**EXERCISE OBJECTIVE**
Repeat the stretch of entries below from the line with "middle mcp: (880, 483)" through the line with "pinky tip: (767, 493)". Include both ends and add nothing.

**MATERIAL FOR THIS EXERCISE**

***

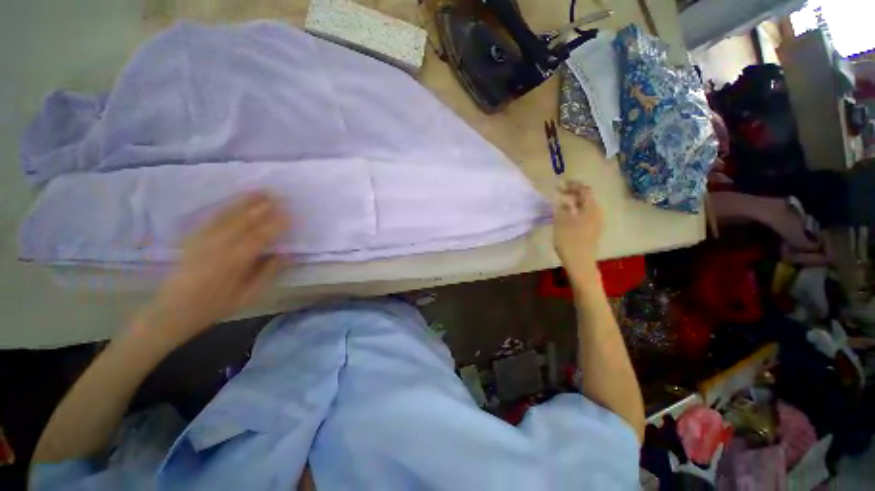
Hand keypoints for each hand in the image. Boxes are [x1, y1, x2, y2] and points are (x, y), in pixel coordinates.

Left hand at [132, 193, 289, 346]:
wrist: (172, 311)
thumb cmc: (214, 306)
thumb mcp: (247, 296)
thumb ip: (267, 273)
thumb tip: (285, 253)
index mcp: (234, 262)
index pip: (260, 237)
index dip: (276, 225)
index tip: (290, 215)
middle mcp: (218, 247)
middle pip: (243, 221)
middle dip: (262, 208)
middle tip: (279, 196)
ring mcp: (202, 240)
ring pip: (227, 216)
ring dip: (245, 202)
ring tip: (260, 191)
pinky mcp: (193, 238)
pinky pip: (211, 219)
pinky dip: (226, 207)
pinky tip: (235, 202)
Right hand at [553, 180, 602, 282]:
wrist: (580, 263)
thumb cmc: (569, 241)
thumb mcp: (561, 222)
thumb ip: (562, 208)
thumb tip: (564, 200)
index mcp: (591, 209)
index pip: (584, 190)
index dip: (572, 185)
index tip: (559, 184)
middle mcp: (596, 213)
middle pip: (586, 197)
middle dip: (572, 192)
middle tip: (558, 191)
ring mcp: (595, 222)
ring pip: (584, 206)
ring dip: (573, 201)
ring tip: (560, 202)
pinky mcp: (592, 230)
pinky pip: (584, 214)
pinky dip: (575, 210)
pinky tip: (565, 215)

***

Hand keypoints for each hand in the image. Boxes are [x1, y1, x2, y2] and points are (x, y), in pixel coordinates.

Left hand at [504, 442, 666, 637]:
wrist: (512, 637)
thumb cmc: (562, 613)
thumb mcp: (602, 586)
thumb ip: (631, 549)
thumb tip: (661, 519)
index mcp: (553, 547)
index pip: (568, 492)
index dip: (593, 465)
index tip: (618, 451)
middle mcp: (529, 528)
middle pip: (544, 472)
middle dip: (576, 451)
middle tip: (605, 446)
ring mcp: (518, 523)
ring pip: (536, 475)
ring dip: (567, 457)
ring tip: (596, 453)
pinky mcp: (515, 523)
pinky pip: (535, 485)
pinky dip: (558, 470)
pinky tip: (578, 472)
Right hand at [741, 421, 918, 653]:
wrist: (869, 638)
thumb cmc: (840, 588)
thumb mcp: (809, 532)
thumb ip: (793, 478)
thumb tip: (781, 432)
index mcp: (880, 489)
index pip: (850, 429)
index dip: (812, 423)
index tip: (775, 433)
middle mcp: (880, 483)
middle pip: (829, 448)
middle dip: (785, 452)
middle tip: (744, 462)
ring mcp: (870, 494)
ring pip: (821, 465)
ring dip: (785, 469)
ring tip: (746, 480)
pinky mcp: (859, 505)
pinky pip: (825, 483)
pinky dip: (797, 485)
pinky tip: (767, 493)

***

**SOLVED EXERCISE**
middle mcp: (880, 483)
middle pip: (829, 448)
middle dip: (785, 452)
middle tip: (744, 462)
ring mcp: (870, 494)
ring pip: (821, 465)
ring dip: (785, 469)
ring tip: (746, 480)
pinky mcp: (859, 505)
pinky pip: (825, 483)
pinky dip: (797, 485)
pinky tip: (767, 493)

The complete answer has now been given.